DATASET ENTRIES

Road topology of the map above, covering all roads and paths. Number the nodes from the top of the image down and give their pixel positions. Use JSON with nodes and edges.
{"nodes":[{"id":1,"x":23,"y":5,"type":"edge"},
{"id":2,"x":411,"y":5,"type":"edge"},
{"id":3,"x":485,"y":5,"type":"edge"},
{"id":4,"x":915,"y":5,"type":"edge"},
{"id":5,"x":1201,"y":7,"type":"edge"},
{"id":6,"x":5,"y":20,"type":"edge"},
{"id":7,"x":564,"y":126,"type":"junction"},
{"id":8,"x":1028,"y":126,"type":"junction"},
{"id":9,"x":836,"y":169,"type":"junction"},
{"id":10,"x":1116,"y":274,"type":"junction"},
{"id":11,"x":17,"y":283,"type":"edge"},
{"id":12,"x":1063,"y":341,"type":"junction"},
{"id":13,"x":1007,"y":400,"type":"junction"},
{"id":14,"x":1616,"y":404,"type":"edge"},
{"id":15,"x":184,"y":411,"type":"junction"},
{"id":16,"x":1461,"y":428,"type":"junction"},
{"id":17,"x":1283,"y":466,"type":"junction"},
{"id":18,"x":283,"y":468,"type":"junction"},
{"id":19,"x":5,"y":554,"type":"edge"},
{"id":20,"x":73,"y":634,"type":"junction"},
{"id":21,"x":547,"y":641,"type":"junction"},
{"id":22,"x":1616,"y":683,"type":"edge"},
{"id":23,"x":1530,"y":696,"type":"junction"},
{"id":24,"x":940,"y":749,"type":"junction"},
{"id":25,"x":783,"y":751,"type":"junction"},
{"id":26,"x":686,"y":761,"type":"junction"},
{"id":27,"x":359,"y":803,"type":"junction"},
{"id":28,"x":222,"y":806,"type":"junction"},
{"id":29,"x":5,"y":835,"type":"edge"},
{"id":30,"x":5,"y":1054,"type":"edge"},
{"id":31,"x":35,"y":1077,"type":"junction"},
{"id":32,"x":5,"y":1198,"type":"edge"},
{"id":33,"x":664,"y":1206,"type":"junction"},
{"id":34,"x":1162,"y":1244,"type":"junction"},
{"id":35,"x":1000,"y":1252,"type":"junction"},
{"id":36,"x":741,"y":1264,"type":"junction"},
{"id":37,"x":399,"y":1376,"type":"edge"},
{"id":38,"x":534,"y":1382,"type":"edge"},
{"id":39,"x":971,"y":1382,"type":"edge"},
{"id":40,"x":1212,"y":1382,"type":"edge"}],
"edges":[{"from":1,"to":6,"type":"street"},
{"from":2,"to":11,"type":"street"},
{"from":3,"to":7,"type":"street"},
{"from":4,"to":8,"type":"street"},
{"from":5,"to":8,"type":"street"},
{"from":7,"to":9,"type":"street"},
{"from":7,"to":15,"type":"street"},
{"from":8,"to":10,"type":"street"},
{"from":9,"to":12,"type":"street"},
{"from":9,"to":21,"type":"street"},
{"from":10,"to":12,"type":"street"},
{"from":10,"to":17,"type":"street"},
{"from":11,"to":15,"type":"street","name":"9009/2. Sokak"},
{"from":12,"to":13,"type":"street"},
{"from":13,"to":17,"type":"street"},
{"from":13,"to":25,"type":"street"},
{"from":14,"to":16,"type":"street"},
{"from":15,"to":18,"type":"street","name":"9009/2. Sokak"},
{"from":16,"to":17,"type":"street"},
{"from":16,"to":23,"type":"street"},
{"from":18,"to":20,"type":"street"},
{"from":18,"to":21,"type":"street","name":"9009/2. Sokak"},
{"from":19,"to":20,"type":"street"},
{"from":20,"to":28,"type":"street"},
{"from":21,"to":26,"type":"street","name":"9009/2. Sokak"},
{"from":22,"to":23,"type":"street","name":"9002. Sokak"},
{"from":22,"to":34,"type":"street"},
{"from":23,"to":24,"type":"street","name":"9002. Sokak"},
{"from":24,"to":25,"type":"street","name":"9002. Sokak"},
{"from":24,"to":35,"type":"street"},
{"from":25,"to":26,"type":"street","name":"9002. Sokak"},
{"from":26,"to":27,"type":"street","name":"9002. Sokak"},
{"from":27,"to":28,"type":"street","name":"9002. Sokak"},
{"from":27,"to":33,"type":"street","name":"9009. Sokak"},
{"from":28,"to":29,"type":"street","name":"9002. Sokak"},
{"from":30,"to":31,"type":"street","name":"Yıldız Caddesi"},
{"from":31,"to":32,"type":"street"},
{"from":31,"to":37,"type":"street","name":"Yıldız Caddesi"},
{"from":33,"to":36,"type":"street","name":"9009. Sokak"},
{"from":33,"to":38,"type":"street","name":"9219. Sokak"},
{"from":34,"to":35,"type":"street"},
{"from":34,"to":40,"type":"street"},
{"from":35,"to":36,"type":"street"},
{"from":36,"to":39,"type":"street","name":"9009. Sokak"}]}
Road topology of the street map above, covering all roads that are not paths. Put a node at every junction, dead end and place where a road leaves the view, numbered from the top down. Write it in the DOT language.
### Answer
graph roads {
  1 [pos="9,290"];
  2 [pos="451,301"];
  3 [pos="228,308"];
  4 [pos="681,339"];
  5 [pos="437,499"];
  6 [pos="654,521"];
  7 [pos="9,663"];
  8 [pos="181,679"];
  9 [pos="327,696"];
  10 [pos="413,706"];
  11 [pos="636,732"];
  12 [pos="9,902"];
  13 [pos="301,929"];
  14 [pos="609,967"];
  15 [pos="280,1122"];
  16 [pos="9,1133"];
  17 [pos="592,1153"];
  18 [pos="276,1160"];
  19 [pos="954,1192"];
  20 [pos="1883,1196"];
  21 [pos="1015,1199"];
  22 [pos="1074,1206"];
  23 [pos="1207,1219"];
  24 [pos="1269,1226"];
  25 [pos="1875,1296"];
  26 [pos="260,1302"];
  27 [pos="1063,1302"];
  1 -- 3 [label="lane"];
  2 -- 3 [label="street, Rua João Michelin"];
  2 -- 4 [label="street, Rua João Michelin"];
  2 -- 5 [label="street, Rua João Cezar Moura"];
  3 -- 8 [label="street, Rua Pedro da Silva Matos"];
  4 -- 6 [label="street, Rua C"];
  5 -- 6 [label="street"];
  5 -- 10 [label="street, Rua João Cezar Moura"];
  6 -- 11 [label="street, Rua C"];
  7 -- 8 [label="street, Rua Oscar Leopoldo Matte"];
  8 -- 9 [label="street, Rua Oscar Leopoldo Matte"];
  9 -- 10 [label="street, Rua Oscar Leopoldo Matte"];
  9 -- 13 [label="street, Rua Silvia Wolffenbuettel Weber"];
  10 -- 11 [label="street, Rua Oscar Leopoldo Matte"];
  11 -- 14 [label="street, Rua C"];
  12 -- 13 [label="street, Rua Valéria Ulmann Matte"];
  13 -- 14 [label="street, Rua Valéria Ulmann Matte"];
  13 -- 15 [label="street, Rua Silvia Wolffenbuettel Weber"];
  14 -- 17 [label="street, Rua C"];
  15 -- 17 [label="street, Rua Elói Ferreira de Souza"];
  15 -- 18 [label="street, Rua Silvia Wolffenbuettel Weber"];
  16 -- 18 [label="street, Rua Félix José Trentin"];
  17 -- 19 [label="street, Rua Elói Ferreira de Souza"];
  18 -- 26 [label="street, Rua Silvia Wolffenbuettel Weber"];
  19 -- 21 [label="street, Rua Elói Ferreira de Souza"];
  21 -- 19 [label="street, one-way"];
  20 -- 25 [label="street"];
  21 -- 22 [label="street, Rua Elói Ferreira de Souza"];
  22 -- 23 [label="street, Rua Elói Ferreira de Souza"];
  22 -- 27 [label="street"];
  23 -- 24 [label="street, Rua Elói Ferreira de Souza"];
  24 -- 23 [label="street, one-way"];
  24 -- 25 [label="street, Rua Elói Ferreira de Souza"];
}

YOUR INSTRUCTIONS
Could you transcribe the whole listing above without any edits?

WRITTEN RESPONSE
Road topology of the map above, covering all roads and paths. Number the nodes from the top of the image down and give their pixel positions. Use JSON with nodes and edges.
{"nodes":[{"id":1,"x":23,"y":5,"type":"edge"},
{"id":2,"x":411,"y":5,"type":"edge"},
{"id":3,"x":485,"y":5,"type":"edge"},
{"id":4,"x":915,"y":5,"type":"edge"},
{"id":5,"x":1201,"y":7,"type":"edge"},
{"id":6,"x":5,"y":20,"type":"edge"},
{"id":7,"x":564,"y":126,"type":"junction"},
{"id":8,"x":1028,"y":126,"type":"junction"},
{"id":9,"x":836,"y":169,"type":"junction"},
{"id":10,"x":1116,"y":274,"type":"junction"},
{"id":11,"x":17,"y":283,"type":"edge"},
{"id":12,"x":1063,"y":341,"type":"junction"},
{"id":13,"x":1007,"y":400,"type":"junction"},
{"id":14,"x":1616,"y":404,"type":"edge"},
{"id":15,"x":184,"y":411,"type":"junction"},
{"id":16,"x":1461,"y":428,"type":"junction"},
{"id":17,"x":1283,"y":466,"type":"junction"},
{"id":18,"x":283,"y":468,"type":"junction"},
{"id":19,"x":5,"y":554,"type":"edge"},
{"id":20,"x":73,"y":634,"type":"junction"},
{"id":21,"x":547,"y":641,"type":"junction"},
{"id":22,"x":1616,"y":683,"type":"edge"},
{"id":23,"x":1530,"y":696,"type":"junction"},
{"id":24,"x":940,"y":749,"type":"junction"},
{"id":25,"x":783,"y":751,"type":"junction"},
{"id":26,"x":686,"y":761,"type":"junction"},
{"id":27,"x":359,"y":803,"type":"junction"},
{"id":28,"x":222,"y":806,"type":"junction"},
{"id":29,"x":5,"y":835,"type":"edge"},
{"id":30,"x":5,"y":1054,"type":"edge"},
{"id":31,"x":35,"y":1077,"type":"junction"},
{"id":32,"x":5,"y":1198,"type":"edge"},
{"id":33,"x":664,"y":1206,"type":"junction"},
{"id":34,"x":1162,"y":1244,"type":"junction"},
{"id":35,"x":1000,"y":1252,"type":"junction"},
{"id":36,"x":741,"y":1264,"type":"junction"},
{"id":37,"x":399,"y":1376,"type":"edge"},
{"id":38,"x":534,"y":1382,"type":"edge"},
{"id":39,"x":971,"y":1382,"type":"edge"},
{"id":40,"x":1212,"y":1382,"type":"edge"}],
"edges":[{"from":1,"to":6,"type":"street"},
{"from":2,"to":11,"type":"street"},
{"from":3,"to":7,"type":"street"},
{"from":4,"to":8,"type":"street"},
{"from":5,"to":8,"type":"street"},
{"from":7,"to":9,"type":"street"},
{"from":7,"to":15,"type":"street"},
{"from":8,"to":10,"type":"street"},
{"from":9,"to":12,"type":"street"},
{"from":9,"to":21,"type":"street"},
{"from":10,"to":12,"type":"street"},
{"from":10,"to":17,"type":"street"},
{"from":11,"to":15,"type":"street","name":"9009/2. Sokak"},
{"from":12,"to":13,"type":"street"},
{"from":13,"to":17,"type":"street"},
{"from":13,"to":25,"type":"street"},
{"from":14,"to":16,"type":"street"},
{"from":15,"to":18,"type":"street","name":"9009/2. Sokak"},
{"from":16,"to":17,"type":"street"},
{"from":16,"to":23,"type":"street"},
{"from":18,"to":20,"type":"street"},
{"from":18,"to":21,"type":"street","name":"9009/2. Sokak"},
{"from":19,"to":20,"type":"street"},
{"from":20,"to":28,"type":"street"},
{"from":21,"to":26,"type":"street","name":"9009/2. Sokak"},
{"from":22,"to":23,"type":"street","name":"9002. Sokak"},
{"from":22,"to":34,"type":"street"},
{"from":23,"to":24,"type":"street","name":"9002. Sokak"},
{"from":24,"to":25,"type":"street","name":"9002. Sokak"},
{"from":24,"to":35,"type":"street"},
{"from":25,"to":26,"type":"street","name":"9002. Sokak"},
{"from":26,"to":27,"type":"street","name":"9002. Sokak"},
{"from":27,"to":28,"type":"street","name":"9002. Sokak"},
{"from":27,"to":33,"type":"street","name":"9009. Sokak"},
{"from":28,"to":29,"type":"street","name":"9002. Sokak"},
{"from":30,"to":31,"type":"street","name":"Yıldız Caddesi"},
{"from":31,"to":32,"type":"street"},
{"from":31,"to":37,"type":"street","name":"Yıldız Caddesi"},
{"from":33,"to":36,"type":"street","name":"9009. Sokak"},
{"from":33,"to":38,"type":"street","name":"9219. Sokak"},
{"from":34,"to":35,"type":"street"},
{"from":34,"to":40,"type":"street"},
{"from":35,"to":36,"type":"street"},
{"from":36,"to":39,"type":"street","name":"9009. Sokak"}]}
Road topology of the street map above, covering all roads that are not paths. Put a node at every junction, dead end and place where a road leaves the view, numbered from the top down. Write it in the DOT language.
### Answer
graph roads {
  1 [pos="9,290"];
  2 [pos="451,301"];
  3 [pos="228,308"];
  4 [pos="681,339"];
  5 [pos="437,499"];
  6 [pos="654,521"];
  7 [pos="9,663"];
  8 [pos="181,679"];
  9 [pos="327,696"];
  10 [pos="413,706"];
  11 [pos="636,732"];
  12 [pos="9,902"];
  13 [pos="301,929"];
  14 [pos="609,967"];
  15 [pos="280,1122"];
  16 [pos="9,1133"];
  17 [pos="592,1153"];
  18 [pos="276,1160"];
  19 [pos="954,1192"];
  20 [pos="1883,1196"];
  21 [pos="1015,1199"];
  22 [pos="1074,1206"];
  23 [pos="1207,1219"];
  24 [pos="1269,1226"];
  25 [pos="1875,1296"];
  26 [pos="260,1302"];
  27 [pos="1063,1302"];
  1 -- 3 [label="lane"];
  2 -- 3 [label="street, Rua João Michelin"];
  2 -- 4 [label="street, Rua João Michelin"];
  2 -- 5 [label="street, Rua João Cezar Moura"];
  3 -- 8 [label="street, Rua Pedro da Silva Matos"];
  4 -- 6 [label="street, Rua C"];
  5 -- 6 [label="street"];
  5 -- 10 [label="street, Rua João Cezar Moura"];
  6 -- 11 [label="street, Rua C"];
  7 -- 8 [label="street, Rua Oscar Leopoldo Matte"];
  8 -- 9 [label="street, Rua Oscar Leopoldo Matte"];
  9 -- 10 [label="street, Rua Oscar Leopoldo Matte"];
  9 -- 13 [label="street, Rua Silvia Wolffenbuettel Weber"];
  10 -- 11 [label="street, Rua Oscar Leopoldo Matte"];
  11 -- 14 [label="street, Rua C"];
  12 -- 13 [label="street, Rua Valéria Ulmann Matte"];
  13 -- 14 [label="street, Rua Valéria Ulmann Matte"];
  13 -- 15 [label="street, Rua Silvia Wolffenbuettel Weber"];
  14 -- 17 [label="street, Rua C"];
  15 -- 17 [label="street, Rua Elói Ferreira de Souza"];
  15 -- 18 [label="street, Rua Silvia Wolffenbuettel Weber"];
  16 -- 18 [label="street, Rua Félix José Trentin"];
  17 -- 19 [label="street, Rua Elói Ferreira de Souza"];
  18 -- 26 [label="street, Rua Silvia Wolffenbuettel Weber"];
  19 -- 21 [label="street, Rua Elói Ferreira de Souza"];
  21 -- 19 [label="street, one-way"];
  20 -- 25 [label="street"];
  21 -- 22 [label="street, Rua Elói Ferreira de Souza"];
  22 -- 23 [label="street, Rua Elói Ferreira de Souza"];
  22 -- 27 [label="street"];
  23 -- 24 [label="street, Rua Elói Ferreira de Souza"];
  24 -- 23 [label="street, one-way"];
  24 -- 25 [label="street, Rua Elói Ferreira de Souza"];
}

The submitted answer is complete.